(Stored data):
—————
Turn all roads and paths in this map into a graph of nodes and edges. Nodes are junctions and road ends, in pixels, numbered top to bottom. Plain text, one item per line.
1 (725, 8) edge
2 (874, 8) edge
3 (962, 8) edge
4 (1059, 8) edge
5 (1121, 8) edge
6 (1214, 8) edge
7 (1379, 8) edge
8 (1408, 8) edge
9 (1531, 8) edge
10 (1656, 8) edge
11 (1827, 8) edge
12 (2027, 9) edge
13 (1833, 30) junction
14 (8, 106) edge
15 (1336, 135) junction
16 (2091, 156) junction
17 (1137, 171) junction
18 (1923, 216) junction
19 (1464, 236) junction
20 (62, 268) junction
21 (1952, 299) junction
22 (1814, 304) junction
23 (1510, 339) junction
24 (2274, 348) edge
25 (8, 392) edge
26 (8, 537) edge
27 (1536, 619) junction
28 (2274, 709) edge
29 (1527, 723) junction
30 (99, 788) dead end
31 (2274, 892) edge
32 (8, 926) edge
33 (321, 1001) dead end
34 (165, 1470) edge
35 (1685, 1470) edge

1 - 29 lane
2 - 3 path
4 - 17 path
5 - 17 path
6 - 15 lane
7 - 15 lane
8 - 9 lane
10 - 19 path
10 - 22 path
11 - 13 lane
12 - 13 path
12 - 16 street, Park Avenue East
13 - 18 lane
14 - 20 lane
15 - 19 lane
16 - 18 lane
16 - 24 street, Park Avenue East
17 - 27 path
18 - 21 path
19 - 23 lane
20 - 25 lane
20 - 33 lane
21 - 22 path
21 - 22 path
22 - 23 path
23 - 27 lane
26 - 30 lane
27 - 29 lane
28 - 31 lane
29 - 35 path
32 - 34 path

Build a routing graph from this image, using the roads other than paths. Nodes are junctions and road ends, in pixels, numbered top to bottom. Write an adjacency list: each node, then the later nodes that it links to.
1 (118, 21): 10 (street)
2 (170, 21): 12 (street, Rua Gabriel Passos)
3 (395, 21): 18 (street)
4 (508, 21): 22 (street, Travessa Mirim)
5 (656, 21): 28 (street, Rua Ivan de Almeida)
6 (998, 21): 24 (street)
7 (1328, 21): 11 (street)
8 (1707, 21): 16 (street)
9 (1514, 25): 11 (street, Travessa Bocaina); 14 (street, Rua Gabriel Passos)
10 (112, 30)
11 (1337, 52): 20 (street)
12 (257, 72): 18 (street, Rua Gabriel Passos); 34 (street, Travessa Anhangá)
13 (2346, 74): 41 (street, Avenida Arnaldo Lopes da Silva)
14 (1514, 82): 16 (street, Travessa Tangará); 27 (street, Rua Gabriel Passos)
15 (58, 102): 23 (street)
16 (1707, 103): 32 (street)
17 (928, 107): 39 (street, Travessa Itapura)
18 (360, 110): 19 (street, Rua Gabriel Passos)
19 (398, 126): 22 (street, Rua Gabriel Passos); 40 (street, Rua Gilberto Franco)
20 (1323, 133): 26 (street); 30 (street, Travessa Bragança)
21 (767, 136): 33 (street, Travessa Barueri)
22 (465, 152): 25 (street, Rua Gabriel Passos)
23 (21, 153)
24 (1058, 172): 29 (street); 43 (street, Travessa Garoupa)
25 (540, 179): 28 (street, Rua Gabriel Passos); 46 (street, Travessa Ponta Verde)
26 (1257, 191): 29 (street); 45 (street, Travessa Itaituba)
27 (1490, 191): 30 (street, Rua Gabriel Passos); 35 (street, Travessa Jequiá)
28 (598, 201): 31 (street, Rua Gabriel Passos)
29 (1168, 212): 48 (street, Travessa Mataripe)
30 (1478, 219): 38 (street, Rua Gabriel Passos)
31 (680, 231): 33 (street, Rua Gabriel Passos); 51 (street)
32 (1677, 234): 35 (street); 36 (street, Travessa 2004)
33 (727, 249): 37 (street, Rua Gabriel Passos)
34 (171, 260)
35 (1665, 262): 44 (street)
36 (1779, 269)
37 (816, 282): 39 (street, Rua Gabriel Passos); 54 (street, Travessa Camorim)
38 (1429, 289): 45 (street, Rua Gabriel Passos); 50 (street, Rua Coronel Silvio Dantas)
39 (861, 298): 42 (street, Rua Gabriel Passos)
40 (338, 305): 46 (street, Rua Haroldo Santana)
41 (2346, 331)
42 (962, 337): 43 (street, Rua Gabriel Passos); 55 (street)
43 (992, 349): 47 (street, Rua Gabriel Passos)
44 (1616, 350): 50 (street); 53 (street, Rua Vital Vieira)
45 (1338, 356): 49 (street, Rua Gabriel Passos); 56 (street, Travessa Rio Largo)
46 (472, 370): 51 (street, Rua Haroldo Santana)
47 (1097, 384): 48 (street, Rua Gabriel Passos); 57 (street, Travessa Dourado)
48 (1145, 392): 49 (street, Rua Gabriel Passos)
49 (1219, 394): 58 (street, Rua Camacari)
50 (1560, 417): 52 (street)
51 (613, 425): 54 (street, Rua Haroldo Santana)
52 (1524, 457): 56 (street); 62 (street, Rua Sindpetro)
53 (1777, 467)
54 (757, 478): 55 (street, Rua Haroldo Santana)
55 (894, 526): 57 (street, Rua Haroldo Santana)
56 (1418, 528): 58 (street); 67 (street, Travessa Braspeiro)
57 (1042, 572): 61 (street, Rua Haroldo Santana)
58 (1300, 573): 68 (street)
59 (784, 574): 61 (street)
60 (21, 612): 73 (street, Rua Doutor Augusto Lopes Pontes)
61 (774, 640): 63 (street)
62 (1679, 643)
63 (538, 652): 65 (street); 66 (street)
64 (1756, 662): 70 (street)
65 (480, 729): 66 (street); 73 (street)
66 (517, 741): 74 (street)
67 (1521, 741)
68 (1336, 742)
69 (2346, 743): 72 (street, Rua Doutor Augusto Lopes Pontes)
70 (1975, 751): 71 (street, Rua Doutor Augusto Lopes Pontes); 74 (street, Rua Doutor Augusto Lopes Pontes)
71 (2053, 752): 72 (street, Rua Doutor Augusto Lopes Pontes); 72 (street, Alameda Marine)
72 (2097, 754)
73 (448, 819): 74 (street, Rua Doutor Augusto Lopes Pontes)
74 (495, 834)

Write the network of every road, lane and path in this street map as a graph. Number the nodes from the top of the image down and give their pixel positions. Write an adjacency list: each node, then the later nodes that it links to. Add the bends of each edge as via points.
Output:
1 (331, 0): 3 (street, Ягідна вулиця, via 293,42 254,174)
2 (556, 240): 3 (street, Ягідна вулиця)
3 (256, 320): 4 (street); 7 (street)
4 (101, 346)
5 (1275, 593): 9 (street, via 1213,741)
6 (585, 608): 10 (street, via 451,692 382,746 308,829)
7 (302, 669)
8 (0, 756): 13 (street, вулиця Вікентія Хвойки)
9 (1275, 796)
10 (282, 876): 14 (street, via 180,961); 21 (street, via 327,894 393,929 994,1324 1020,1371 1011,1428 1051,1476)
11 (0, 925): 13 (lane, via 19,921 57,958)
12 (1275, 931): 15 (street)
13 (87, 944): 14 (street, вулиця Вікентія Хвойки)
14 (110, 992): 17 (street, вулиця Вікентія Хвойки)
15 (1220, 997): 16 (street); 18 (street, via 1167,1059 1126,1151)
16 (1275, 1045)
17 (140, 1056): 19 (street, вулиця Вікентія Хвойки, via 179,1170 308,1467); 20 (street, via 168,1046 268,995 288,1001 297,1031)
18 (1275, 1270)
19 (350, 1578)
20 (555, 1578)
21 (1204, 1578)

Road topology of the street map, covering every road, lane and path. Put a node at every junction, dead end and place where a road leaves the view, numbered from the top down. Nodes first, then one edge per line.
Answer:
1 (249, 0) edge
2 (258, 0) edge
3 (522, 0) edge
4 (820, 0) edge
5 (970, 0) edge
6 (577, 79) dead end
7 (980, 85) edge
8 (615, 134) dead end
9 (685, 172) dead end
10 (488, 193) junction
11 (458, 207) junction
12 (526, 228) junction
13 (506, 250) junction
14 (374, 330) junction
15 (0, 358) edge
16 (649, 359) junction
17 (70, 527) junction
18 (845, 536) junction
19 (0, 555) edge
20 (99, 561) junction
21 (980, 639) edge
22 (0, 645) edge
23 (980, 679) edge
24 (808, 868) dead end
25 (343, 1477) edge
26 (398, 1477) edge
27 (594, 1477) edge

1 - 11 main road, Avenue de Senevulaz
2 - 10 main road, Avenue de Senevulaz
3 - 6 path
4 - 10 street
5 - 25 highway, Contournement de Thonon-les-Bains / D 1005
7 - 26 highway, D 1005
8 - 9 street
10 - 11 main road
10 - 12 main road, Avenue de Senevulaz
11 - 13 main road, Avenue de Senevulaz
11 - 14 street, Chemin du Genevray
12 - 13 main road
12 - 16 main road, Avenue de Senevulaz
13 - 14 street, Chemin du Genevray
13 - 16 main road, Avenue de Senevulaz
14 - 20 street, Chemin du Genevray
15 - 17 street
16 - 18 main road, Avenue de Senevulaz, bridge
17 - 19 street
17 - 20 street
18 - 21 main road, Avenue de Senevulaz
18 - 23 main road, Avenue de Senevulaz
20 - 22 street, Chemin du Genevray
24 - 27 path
—————
(WHAT IS REQUIRED):
Display each line of the data where "Haroldo" occurs.

(SOLUTION BELOW):
40 (338, 305): 46 (street, Rua Haroldo Santana)
46 (472, 370): 51 (street, Rua Haroldo Santana)
51 (613, 425): 54 (street, Rua Haroldo Santana)
54 (757, 478): 55 (street, Rua Haroldo Santana)
55 (894, 526): 57 (street, Rua Haroldo Santana)
57 (1042, 572): 61 (street, Rua Haroldo Santana)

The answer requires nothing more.